======== MATERIAL PROVIDED

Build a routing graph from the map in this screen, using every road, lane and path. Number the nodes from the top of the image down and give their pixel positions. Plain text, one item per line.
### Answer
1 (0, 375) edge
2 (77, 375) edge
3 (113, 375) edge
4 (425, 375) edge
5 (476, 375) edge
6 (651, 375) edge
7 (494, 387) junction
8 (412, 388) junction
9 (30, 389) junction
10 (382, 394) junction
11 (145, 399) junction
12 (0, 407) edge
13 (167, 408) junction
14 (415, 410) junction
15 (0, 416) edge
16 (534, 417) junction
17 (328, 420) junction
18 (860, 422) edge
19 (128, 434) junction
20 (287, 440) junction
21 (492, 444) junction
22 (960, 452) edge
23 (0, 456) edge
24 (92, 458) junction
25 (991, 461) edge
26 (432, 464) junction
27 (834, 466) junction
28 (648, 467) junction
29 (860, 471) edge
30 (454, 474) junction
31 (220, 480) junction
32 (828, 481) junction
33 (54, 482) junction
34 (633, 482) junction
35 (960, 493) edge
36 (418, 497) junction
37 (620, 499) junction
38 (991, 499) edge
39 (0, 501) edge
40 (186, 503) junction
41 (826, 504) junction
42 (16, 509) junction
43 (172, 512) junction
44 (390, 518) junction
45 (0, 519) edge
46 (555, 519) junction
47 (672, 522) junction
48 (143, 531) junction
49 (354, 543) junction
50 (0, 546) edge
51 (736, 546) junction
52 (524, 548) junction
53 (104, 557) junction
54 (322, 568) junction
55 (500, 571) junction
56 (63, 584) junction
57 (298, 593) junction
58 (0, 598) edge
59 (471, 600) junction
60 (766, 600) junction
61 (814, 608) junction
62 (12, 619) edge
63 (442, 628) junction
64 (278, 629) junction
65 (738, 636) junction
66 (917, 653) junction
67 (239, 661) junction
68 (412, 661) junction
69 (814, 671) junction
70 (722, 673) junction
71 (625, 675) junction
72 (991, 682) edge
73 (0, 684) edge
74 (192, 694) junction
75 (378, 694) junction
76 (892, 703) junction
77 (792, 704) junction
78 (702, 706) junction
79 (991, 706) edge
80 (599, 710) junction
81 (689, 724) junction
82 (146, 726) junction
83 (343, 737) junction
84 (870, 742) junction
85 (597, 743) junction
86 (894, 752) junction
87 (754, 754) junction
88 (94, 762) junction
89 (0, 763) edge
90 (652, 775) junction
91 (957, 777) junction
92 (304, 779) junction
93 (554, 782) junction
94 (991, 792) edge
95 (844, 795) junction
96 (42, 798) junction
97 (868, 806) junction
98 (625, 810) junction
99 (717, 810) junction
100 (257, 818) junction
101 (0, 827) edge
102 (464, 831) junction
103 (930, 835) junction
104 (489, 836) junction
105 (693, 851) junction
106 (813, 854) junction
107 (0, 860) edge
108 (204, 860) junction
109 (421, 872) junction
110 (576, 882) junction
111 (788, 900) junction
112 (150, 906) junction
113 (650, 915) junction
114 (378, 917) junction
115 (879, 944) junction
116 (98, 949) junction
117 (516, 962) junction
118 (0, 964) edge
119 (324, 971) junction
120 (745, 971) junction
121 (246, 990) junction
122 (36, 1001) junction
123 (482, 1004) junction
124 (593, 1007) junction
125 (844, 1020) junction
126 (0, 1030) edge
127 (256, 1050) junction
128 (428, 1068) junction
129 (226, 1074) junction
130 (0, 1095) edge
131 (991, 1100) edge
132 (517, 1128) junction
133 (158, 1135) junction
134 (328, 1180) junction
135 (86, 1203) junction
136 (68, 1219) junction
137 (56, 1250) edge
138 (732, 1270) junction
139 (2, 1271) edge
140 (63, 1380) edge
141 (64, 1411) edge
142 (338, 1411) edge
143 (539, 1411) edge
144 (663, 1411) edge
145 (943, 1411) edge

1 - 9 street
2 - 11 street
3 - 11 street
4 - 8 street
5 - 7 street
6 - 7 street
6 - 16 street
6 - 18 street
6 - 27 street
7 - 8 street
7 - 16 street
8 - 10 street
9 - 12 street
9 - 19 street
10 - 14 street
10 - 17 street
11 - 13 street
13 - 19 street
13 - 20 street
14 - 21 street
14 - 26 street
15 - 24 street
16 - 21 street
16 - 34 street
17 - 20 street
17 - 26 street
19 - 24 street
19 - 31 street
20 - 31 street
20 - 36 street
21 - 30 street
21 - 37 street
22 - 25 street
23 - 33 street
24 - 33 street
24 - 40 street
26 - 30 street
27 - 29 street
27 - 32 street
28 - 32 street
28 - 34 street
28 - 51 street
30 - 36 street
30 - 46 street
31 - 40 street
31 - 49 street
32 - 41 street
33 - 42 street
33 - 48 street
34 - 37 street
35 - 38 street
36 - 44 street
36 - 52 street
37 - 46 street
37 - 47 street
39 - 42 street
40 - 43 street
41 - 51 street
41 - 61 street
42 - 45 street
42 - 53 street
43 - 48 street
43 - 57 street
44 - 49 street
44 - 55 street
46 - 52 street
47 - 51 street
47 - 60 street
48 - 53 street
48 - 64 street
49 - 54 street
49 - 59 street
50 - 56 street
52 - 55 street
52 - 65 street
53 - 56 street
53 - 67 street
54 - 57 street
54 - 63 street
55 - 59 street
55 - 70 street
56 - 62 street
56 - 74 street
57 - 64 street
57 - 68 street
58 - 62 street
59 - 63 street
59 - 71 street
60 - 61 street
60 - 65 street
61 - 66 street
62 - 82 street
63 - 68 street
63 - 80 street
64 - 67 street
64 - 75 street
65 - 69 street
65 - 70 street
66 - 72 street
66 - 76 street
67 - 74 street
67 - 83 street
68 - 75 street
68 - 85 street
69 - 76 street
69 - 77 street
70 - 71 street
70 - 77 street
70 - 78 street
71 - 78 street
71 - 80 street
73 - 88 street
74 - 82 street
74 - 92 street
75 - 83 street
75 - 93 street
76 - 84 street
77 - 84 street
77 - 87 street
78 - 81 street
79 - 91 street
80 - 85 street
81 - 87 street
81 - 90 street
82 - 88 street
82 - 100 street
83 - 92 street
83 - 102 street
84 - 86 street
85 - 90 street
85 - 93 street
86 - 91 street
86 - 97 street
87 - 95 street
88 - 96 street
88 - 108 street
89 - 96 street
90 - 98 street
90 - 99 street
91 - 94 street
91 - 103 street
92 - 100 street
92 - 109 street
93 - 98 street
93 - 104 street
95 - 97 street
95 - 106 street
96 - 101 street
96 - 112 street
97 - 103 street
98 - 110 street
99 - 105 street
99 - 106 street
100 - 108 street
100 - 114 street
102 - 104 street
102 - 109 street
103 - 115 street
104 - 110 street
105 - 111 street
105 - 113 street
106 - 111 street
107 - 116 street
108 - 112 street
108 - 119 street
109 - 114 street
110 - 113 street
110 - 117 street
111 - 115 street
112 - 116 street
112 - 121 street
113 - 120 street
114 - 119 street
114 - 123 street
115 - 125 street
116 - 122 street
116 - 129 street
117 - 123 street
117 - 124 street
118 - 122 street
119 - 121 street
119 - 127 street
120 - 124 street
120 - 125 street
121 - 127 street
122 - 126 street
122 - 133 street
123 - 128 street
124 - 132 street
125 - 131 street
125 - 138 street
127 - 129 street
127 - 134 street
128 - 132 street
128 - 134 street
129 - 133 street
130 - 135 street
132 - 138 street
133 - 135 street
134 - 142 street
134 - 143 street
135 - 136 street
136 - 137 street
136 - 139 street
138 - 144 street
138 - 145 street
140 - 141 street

================

__WORK TO COMPLETE__:
Once you have read the listing, copy it out exactly.

__RESPONSE__:
Build a routing graph from the map in this screen, using every road, lane and path. Number the nodes from the top of the image down and give their pixel positions. Plain text, one item per line.
### Answer
1 (0, 375) edge
2 (77, 375) edge
3 (113, 375) edge
4 (425, 375) edge
5 (476, 375) edge
6 (651, 375) edge
7 (494, 387) junction
8 (412, 388) junction
9 (30, 389) junction
10 (382, 394) junction
11 (145, 399) junction
12 (0, 407) edge
13 (167, 408) junction
14 (415, 410) junction
15 (0, 416) edge
16 (534, 417) junction
17 (328, 420) junction
18 (860, 422) edge
19 (128, 434) junction
20 (287, 440) junction
21 (492, 444) junction
22 (960, 452) edge
23 (0, 456) edge
24 (92, 458) junction
25 (991, 461) edge
26 (432, 464) junction
27 (834, 466) junction
28 (648, 467) junction
29 (860, 471) edge
30 (454, 474) junction
31 (220, 480) junction
32 (828, 481) junction
33 (54, 482) junction
34 (633, 482) junction
35 (960, 493) edge
36 (418, 497) junction
37 (620, 499) junction
38 (991, 499) edge
39 (0, 501) edge
40 (186, 503) junction
41 (826, 504) junction
42 (16, 509) junction
43 (172, 512) junction
44 (390, 518) junction
45 (0, 519) edge
46 (555, 519) junction
47 (672, 522) junction
48 (143, 531) junction
49 (354, 543) junction
50 (0, 546) edge
51 (736, 546) junction
52 (524, 548) junction
53 (104, 557) junction
54 (322, 568) junction
55 (500, 571) junction
56 (63, 584) junction
57 (298, 593) junction
58 (0, 598) edge
59 (471, 600) junction
60 (766, 600) junction
61 (814, 608) junction
62 (12, 619) edge
63 (442, 628) junction
64 (278, 629) junction
65 (738, 636) junction
66 (917, 653) junction
67 (239, 661) junction
68 (412, 661) junction
69 (814, 671) junction
70 (722, 673) junction
71 (625, 675) junction
72 (991, 682) edge
73 (0, 684) edge
74 (192, 694) junction
75 (378, 694) junction
76 (892, 703) junction
77 (792, 704) junction
78 (702, 706) junction
79 (991, 706) edge
80 (599, 710) junction
81 (689, 724) junction
82 (146, 726) junction
83 (343, 737) junction
84 (870, 742) junction
85 (597, 743) junction
86 (894, 752) junction
87 (754, 754) junction
88 (94, 762) junction
89 (0, 763) edge
90 (652, 775) junction
91 (957, 777) junction
92 (304, 779) junction
93 (554, 782) junction
94 (991, 792) edge
95 (844, 795) junction
96 (42, 798) junction
97 (868, 806) junction
98 (625, 810) junction
99 (717, 810) junction
100 (257, 818) junction
101 (0, 827) edge
102 (464, 831) junction
103 (930, 835) junction
104 (489, 836) junction
105 (693, 851) junction
106 (813, 854) junction
107 (0, 860) edge
108 (204, 860) junction
109 (421, 872) junction
110 (576, 882) junction
111 (788, 900) junction
112 (150, 906) junction
113 (650, 915) junction
114 (378, 917) junction
115 (879, 944) junction
116 (98, 949) junction
117 (516, 962) junction
118 (0, 964) edge
119 (324, 971) junction
120 (745, 971) junction
121 (246, 990) junction
122 (36, 1001) junction
123 (482, 1004) junction
124 (593, 1007) junction
125 (844, 1020) junction
126 (0, 1030) edge
127 (256, 1050) junction
128 (428, 1068) junction
129 (226, 1074) junction
130 (0, 1095) edge
131 (991, 1100) edge
132 (517, 1128) junction
133 (158, 1135) junction
134 (328, 1180) junction
135 (86, 1203) junction
136 (68, 1219) junction
137 (56, 1250) edge
138 (732, 1270) junction
139 (2, 1271) edge
140 (63, 1380) edge
141 (64, 1411) edge
142 (338, 1411) edge
143 (539, 1411) edge
144 (663, 1411) edge
145 (943, 1411) edge

1 - 9 street
2 - 11 street
3 - 11 street
4 - 8 street
5 - 7 street
6 - 7 street
6 - 16 street
6 - 18 street
6 - 27 street
7 - 8 street
7 - 16 street
8 - 10 street
9 - 12 street
9 - 19 street
10 - 14 street
10 - 17 street
11 - 13 street
13 - 19 street
13 - 20 street
14 - 21 street
14 - 26 street
15 - 24 street
16 - 21 street
16 - 34 street
17 - 20 street
17 - 26 street
19 - 24 street
19 - 31 street
20 - 31 street
20 - 36 street
21 - 30 street
21 - 37 street
22 - 25 street
23 - 33 street
24 - 33 street
24 - 40 street
26 - 30 street
27 - 29 street
27 - 32 street
28 - 32 street
28 - 34 street
28 - 51 street
30 - 36 street
30 - 46 street
31 - 40 street
31 - 49 street
32 - 41 street
33 - 42 street
33 - 48 street
34 - 37 street
35 - 38 street
36 - 44 street
36 - 52 street
37 - 46 street
37 - 47 street
39 - 42 street
40 - 43 street
41 - 51 street
41 - 61 street
42 - 45 street
42 - 53 street
43 - 48 street
43 - 57 street
44 - 49 street
44 - 55 street
46 - 52 street
47 - 51 street
47 - 60 street
48 - 53 street
48 - 64 street
49 - 54 street
49 - 59 street
50 - 56 street
52 - 55 street
52 - 65 street
53 - 56 street
53 - 67 street
54 - 57 street
54 - 63 street
55 - 59 street
55 - 70 street
56 - 62 street
56 - 74 street
57 - 64 street
57 - 68 street
58 - 62 street
59 - 63 street
59 - 71 street
60 - 61 street
60 - 65 street
61 - 66 street
62 - 82 street
63 - 68 street
63 - 80 street
64 - 67 street
64 - 75 street
65 - 69 street
65 - 70 street
66 - 72 street
66 - 76 street
67 - 74 street
67 - 83 street
68 - 75 street
68 - 85 street
69 - 76 street
69 - 77 street
70 - 71 street
70 - 77 street
70 - 78 street
71 - 78 street
71 - 80 street
73 - 88 street
74 - 82 street
74 - 92 street
75 - 83 street
75 - 93 street
76 - 84 street
77 - 84 street
77 - 87 street
78 - 81 street
79 - 91 street
80 - 85 street
81 - 87 street
81 - 90 street
82 - 88 street
82 - 100 street
83 - 92 street
83 - 102 street
84 - 86 street
85 - 90 street
85 - 93 street
86 - 91 street
86 - 97 street
87 - 95 street
88 - 96 street
88 - 108 street
89 - 96 street
90 - 98 street
90 - 99 street
91 - 94 street
91 - 103 street
92 - 100 street
92 - 109 street
93 - 98 street
93 - 104 street
95 - 97 street
95 - 106 street
96 - 101 street
96 - 112 street
97 - 103 street
98 - 110 street
99 - 105 street
99 - 106 street
100 - 108 street
100 - 114 street
102 - 104 street
102 - 109 street
103 - 115 street
104 - 110 street
105 - 111 street
105 - 113 street
106 - 111 street
107 - 116 street
108 - 112 street
108 - 119 street
109 - 114 street
110 - 113 street
110 - 117 street
111 - 115 street
112 - 116 street
112 - 121 street
113 - 120 street
114 - 119 street
114 - 123 street
115 - 125 street
116 - 122 street
116 - 129 street
117 - 123 street
117 - 124 street
118 - 122 street
119 - 121 street
119 - 127 street
120 - 124 street
120 - 125 street
121 - 127 street
122 - 126 street
122 - 133 street
123 - 128 street
124 - 132 street
125 - 131 street
125 - 138 street
127 - 129 street
127 - 134 street
128 - 132 street
128 - 134 street
129 - 133 street
130 - 135 street
132 - 138 street
133 - 135 street
134 - 142 street
134 - 143 street
135 - 136 street
136 - 137 street
136 - 139 street
138 - 144 street
138 - 145 street
140 - 141 street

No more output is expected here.